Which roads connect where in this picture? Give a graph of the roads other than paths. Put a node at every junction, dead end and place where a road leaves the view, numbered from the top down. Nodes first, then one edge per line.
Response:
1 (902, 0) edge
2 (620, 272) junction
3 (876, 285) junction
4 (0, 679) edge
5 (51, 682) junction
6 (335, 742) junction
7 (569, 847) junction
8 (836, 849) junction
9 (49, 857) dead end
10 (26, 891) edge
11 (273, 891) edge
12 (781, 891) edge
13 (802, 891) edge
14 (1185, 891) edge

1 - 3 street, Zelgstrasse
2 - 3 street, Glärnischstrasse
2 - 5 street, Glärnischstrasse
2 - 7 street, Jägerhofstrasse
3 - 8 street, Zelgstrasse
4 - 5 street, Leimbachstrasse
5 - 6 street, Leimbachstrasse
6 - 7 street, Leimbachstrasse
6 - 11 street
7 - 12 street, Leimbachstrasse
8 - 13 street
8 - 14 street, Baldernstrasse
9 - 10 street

· · ·

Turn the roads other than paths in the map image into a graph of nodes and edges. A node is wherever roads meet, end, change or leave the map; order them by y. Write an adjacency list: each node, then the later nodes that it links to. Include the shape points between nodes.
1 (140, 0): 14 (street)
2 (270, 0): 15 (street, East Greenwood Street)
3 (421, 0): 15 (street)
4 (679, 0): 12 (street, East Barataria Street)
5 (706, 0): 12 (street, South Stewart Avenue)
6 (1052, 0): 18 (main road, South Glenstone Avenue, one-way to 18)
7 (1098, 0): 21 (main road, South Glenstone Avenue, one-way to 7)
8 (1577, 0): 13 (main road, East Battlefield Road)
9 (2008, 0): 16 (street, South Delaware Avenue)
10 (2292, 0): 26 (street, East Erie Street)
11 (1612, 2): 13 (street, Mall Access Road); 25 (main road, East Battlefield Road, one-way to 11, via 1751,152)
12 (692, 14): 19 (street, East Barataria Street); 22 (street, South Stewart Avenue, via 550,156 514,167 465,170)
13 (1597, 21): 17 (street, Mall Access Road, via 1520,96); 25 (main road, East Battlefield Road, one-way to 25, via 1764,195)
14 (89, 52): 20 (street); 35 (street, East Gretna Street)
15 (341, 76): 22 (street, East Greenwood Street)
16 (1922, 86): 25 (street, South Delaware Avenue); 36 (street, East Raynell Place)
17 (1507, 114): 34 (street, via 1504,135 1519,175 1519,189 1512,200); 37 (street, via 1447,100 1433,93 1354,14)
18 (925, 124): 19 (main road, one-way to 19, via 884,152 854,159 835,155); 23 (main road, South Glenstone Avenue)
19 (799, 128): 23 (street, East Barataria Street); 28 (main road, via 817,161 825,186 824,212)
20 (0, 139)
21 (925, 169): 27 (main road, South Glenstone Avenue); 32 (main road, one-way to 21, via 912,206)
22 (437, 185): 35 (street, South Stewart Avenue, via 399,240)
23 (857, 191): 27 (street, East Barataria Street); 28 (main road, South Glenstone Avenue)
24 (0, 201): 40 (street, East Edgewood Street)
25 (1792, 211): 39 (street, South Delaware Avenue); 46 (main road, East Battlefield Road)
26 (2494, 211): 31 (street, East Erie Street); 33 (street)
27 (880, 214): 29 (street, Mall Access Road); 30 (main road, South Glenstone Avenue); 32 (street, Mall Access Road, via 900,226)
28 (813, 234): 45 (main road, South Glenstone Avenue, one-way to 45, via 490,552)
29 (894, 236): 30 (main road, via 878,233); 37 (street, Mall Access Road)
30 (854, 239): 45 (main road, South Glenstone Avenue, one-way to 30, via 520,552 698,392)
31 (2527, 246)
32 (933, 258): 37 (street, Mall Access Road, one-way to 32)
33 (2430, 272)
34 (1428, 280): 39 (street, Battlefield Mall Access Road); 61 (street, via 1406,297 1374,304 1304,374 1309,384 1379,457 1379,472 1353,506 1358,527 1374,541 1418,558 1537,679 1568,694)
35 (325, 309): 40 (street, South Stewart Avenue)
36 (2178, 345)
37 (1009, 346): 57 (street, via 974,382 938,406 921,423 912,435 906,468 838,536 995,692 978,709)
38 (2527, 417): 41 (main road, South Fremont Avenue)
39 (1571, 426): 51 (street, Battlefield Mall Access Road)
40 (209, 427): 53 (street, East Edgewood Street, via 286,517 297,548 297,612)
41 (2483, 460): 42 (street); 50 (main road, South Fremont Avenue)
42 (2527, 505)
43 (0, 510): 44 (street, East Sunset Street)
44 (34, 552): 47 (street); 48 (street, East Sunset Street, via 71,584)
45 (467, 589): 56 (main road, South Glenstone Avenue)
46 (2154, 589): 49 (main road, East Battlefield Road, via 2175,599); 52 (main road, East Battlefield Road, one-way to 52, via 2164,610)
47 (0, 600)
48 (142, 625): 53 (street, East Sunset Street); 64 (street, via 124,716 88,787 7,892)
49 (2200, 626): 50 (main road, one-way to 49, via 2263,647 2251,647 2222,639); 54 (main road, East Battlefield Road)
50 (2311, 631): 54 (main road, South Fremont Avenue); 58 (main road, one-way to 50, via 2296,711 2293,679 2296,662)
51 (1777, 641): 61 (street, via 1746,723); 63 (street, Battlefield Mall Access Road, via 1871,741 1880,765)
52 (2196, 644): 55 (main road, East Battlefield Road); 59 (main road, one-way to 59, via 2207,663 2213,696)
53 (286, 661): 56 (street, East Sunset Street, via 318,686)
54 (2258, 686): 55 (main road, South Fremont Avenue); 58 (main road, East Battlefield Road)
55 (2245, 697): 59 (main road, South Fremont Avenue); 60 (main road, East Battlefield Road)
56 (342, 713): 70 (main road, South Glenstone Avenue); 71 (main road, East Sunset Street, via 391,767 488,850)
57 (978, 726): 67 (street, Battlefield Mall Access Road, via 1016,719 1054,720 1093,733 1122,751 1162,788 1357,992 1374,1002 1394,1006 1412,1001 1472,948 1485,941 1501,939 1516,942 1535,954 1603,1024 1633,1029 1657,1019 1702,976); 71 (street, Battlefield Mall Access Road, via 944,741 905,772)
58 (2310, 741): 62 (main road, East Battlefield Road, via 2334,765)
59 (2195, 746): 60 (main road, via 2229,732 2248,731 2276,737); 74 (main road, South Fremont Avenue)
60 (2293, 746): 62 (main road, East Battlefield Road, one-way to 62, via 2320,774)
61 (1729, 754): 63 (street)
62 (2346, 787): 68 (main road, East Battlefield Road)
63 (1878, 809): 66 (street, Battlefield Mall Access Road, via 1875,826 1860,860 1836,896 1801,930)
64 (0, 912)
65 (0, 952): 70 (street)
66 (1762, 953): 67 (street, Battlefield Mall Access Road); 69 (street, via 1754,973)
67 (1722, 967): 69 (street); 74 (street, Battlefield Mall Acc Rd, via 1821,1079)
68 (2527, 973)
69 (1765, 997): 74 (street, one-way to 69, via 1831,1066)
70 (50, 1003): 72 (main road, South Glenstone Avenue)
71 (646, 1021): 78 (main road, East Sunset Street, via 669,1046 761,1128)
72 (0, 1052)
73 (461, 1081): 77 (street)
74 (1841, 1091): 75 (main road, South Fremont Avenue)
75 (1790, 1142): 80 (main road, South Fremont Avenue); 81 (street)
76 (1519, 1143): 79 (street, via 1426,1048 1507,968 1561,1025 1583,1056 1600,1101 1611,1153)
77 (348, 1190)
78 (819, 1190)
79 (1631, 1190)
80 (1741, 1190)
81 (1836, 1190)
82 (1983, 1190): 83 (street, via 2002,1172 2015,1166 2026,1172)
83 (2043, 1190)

· · ·

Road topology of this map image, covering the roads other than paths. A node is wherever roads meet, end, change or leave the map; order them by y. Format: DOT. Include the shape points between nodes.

· · ·

## Exercise details
Match on "this": copy every line in the records that has it.

## Exercise response
Which roads connect where in this picture? Give a graph of the roads other than paths. Put a node at every junction, dead end and place where a road leaves the view, numbered from the top down. Nodes first, then one edge per line.
Road topology of this map image, covering the roads other than paths. A node is wherever roads meet, end, change or leave the map; order them by y. Format: DOT. Include the shape points between nodes.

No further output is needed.